Other surprises that took shook the market’s confidence were the announcement of tariffs on steel and aluminum and the resulting departure of economic advisor Gary Cohn.  In the past we have identified trade wars as one of those external shocks that could alter the course of economic growth.  While the president did temporarily exclude Canada and Mexico from the imposition of tariffs, signaling to some that he seeks a middle ground, it is difficult to identify what good may come from these actions.  We are not believers that tariffs will be effective, and history is littered with the destitute remains of nations who thought trade wars could easily be won.  To be fair, Mr. Trump was clear about his desire to alter trade disparities, and this was just another campaign promise that he is trying to fulfill.   The big question is whether the tariffs on steel and aluminum will be the end of such actions, or will other nations impose their own retaliatory tariffs, which will force us to retaliate with additional tariffs and trade restrictions until global economic activity grinds to a halt?  So far the retaliation has been contained and exceedingly modest.  What is likely is that policy surprises will keep investors on their toes, and will likely be an additional cause of increased volatility.

Volatility, which measures the amplitude of swings in stock prices, is shown in the chart below.  It is clear that volatility was very low throughout 2017, but February was a different animal altogether.  The most volatile days in 2017 hardly compare to the February data.  Volatility returned with vengeance, and we expect volatility to remain at a higher level than we saw last year.  In many ways, the current level of volatility is more like long-term averages, and the very low levels of volatility seen last year were the aberration.  It will take some time for investors to get more acclimated to greater volatility, and this may be another sign that this expansion is entering a later stage.

The recent market correction started with an employment report, and the most recent employment report gave reason to suggest that those fears may have been overblown.  The economy created 313,000 jobs in February, with strength in nearly every sector.  Further, that job creation occurred without additional pressures on inflation.  Average hourly earnings increased only 0.1% for the month and 2.6% for the year, and that number was below the troublesome number of 2.9% reported previously.  We are seeing solid economic growth without inflation, the best of all possible worlds, and the market has responded quite positively as we move into the middle of March.

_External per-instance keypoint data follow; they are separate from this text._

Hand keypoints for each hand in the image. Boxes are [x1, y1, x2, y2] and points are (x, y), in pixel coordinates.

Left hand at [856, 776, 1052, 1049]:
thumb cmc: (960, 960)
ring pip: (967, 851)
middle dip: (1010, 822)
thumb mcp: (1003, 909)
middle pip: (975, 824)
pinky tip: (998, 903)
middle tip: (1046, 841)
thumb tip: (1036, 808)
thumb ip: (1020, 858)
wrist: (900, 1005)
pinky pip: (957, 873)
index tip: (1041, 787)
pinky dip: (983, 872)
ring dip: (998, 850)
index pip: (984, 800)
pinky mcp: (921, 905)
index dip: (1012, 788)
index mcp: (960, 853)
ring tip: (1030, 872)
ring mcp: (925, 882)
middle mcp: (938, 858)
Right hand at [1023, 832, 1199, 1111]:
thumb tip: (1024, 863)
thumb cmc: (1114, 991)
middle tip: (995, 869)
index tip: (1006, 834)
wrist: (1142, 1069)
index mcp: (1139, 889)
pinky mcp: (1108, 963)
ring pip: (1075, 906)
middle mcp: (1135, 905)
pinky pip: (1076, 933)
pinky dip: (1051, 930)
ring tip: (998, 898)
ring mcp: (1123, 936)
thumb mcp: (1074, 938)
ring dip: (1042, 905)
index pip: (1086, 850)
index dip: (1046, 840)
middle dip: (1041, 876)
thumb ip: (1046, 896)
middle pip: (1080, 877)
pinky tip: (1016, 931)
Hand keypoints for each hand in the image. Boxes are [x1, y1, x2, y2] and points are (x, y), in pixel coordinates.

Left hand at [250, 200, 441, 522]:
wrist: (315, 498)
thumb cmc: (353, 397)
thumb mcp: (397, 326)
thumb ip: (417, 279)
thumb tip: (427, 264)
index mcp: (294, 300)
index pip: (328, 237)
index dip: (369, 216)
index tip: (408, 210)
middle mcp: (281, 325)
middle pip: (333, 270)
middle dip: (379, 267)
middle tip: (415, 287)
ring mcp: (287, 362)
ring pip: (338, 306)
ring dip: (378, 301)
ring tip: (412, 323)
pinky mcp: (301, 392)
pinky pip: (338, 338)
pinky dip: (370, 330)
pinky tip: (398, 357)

Data Points and Global Economic Indicators

In the long term, markets reflect corporate earnings.  When earnings are rising, stock prices are likely to follow.  There are times when valuations contract, and growth in corporate earnings do not lead to strong stock price gains.  Expectations continue to suggest that corporate earnings growth will be robust in 2018, and that is one of the best reasons to be encouraged that the market will likely work its way higher as this year progresses.

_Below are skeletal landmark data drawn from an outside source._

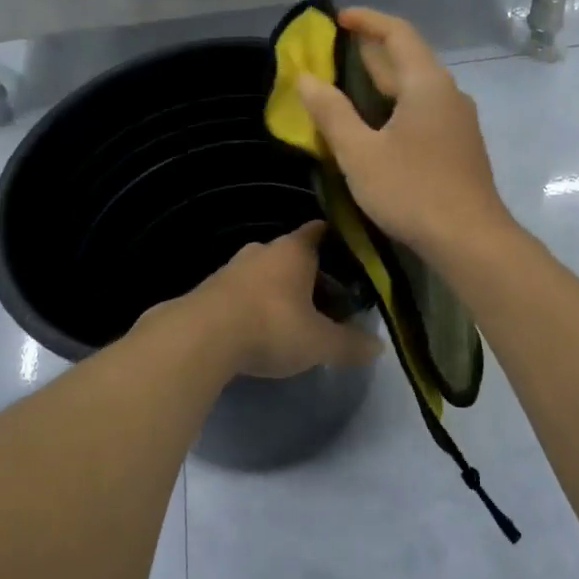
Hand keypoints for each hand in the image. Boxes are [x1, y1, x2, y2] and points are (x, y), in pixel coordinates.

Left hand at [180, 221, 380, 378]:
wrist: (200, 338)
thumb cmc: (271, 326)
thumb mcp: (319, 342)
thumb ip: (349, 343)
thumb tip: (378, 347)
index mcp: (294, 250)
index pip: (319, 231)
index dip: (336, 242)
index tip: (350, 258)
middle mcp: (263, 249)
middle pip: (292, 254)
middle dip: (309, 273)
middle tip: (326, 299)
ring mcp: (232, 267)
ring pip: (264, 272)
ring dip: (278, 290)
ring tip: (293, 318)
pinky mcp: (209, 289)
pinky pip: (241, 291)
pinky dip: (253, 304)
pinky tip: (258, 329)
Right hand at [295, 8, 514, 259]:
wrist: (471, 240)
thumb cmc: (412, 191)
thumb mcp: (359, 153)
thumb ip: (332, 112)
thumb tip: (306, 78)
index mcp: (426, 84)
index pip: (397, 33)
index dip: (367, 20)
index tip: (337, 19)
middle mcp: (448, 93)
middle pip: (408, 58)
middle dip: (370, 51)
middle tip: (332, 54)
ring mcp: (458, 120)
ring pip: (416, 87)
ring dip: (383, 81)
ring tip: (347, 88)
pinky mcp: (459, 145)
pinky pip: (424, 109)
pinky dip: (396, 105)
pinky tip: (376, 126)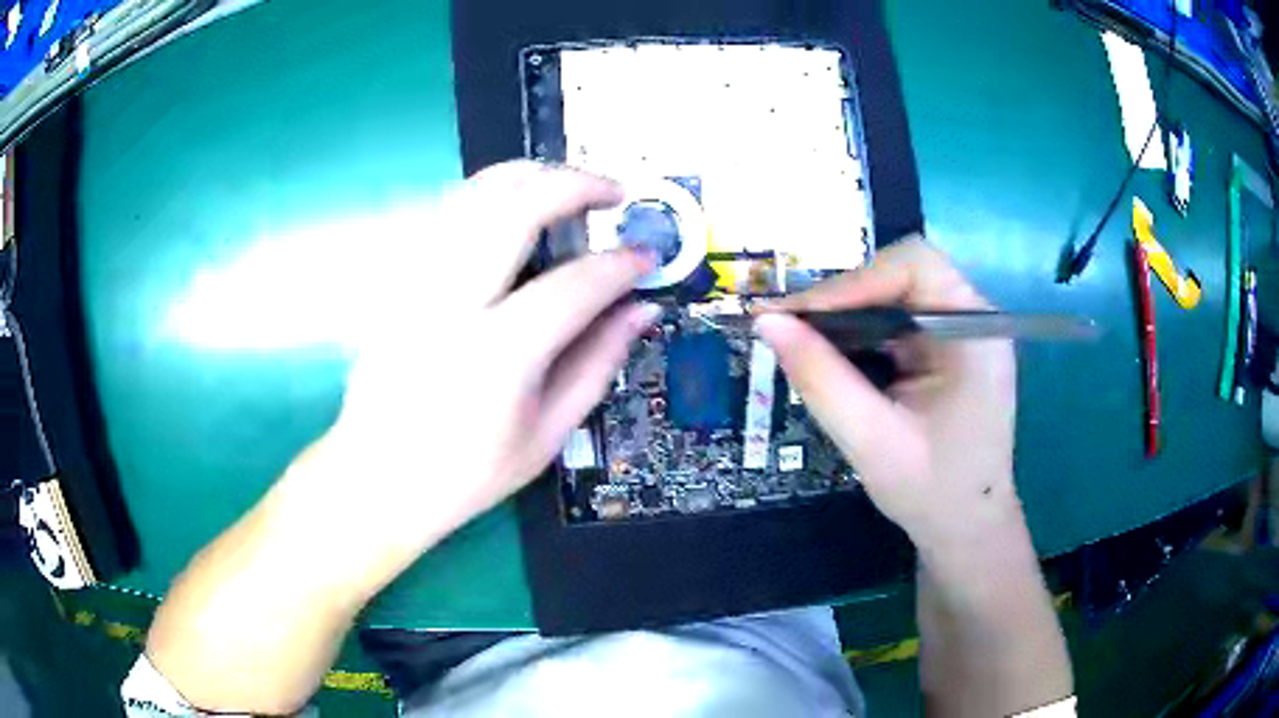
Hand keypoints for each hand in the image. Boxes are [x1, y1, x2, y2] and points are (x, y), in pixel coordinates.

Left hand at [327, 161, 658, 552]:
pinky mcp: (395, 282)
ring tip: (565, 181)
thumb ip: (598, 364)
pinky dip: (483, 194)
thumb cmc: (466, 473)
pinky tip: (510, 203)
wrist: (378, 479)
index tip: (646, 257)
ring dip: (527, 175)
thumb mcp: (546, 435)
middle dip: (574, 185)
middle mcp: (450, 306)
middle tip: (612, 191)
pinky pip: (441, 213)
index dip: (621, 264)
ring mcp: (414, 286)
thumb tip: (642, 311)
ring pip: (471, 196)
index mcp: (497, 356)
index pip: (575, 285)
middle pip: (515, 210)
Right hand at [755, 237, 1017, 547]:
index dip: (854, 281)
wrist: (965, 528)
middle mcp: (973, 317)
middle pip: (902, 273)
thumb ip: (821, 379)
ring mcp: (961, 331)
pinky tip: (834, 355)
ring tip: (803, 339)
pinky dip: (860, 332)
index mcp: (976, 329)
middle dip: (844, 297)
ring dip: (847, 314)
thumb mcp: (871, 439)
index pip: (915, 266)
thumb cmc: (931, 492)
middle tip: (790, 327)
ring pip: (894, 293)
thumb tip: (767, 322)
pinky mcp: (946, 348)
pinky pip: (896, 320)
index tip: (799, 315)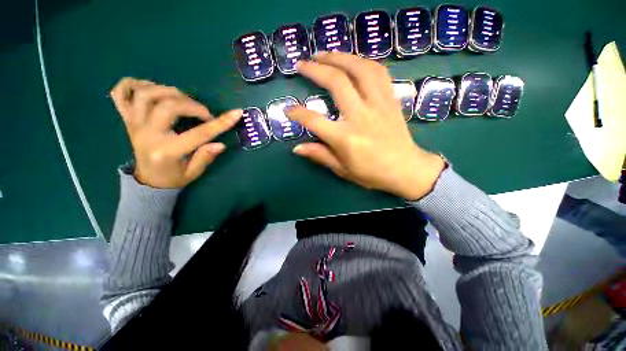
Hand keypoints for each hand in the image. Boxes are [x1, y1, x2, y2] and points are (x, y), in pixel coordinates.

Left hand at [110, 78, 241, 188]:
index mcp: (166, 151)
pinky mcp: (127, 119)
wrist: (148, 180)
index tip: (237, 113)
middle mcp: (147, 134)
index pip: (199, 133)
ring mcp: (134, 124)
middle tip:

Interest rates continue to trade in a range that is higher than last fall but not materially higher than the end of January.  Any significant increase in rates would be a cause for concern.

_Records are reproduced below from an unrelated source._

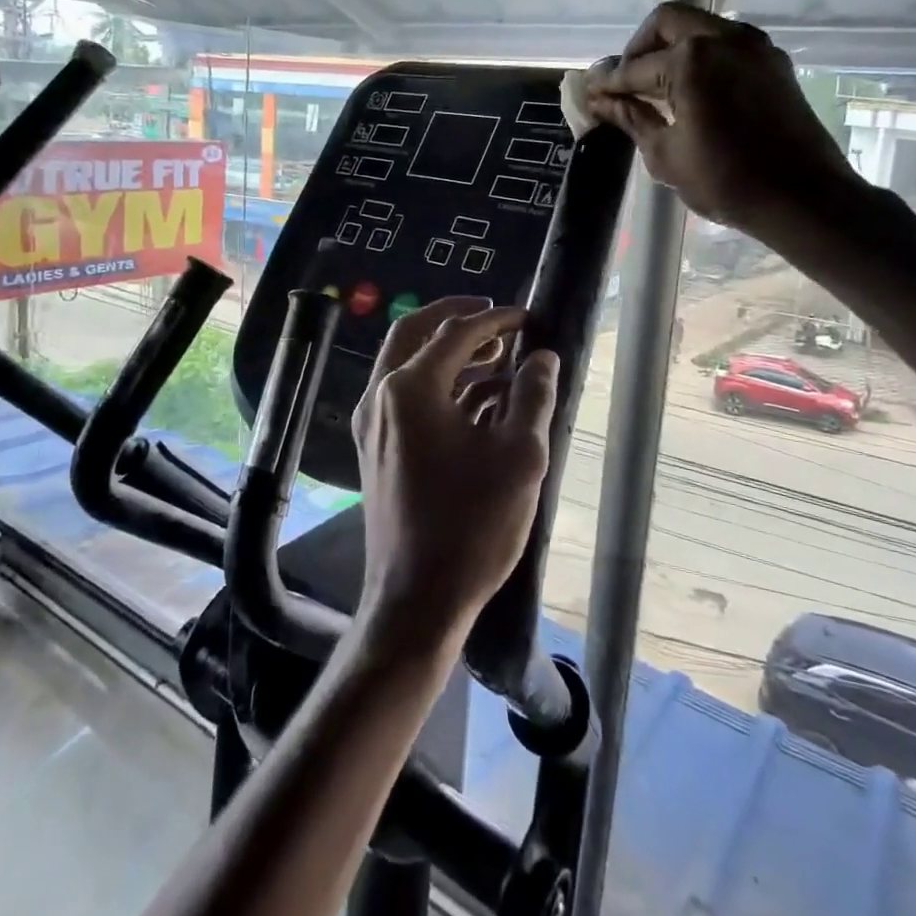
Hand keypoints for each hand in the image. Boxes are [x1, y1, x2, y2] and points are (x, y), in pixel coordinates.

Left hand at [350, 297, 558, 648]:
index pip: (456, 332)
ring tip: (498, 357)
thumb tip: (544, 357)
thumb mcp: (520, 455)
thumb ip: (534, 396)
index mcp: (409, 388)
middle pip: (414, 333)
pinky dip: (439, 385)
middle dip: (455, 318)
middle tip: (495, 316)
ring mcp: (372, 424)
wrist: (417, 600)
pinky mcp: (376, 448)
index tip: (529, 316)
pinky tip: (478, 399)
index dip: (496, 319)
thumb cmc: (473, 525)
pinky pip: (405, 397)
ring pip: (407, 364)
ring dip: (449, 353)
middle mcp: (380, 396)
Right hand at [587, 3, 856, 235]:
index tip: (590, 94)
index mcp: (690, 60)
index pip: (634, 67)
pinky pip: (726, 44)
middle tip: (626, 82)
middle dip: (639, 48)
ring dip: (672, 48)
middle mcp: (723, 38)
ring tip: (657, 88)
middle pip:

Global economic growth remains strong, and troubling signs are few and far between.  Volatility has increased, but valuations are more attractive then they were at the start of the year.  We are hard-pressed to find economic indicators that suggest risks are rising dramatically.

Conclusion

It is important to watch out for increasing risks.  The good news is that risk management is part of our culture.  We are constantly monitoring economic indicators to see if risks are rising and if investors’ positioning should be adjusted.  We do expect higher volatility, but we also expect higher corporate earnings.  We have not increased our Risk Pulse™ so far, but we remain on alert for data that suggests the status quo has changed.  We do not expect a recession over the next few quarters, and we do believe that higher earnings will lead to higher stock prices even if the road to get there is far more volatile than we would like.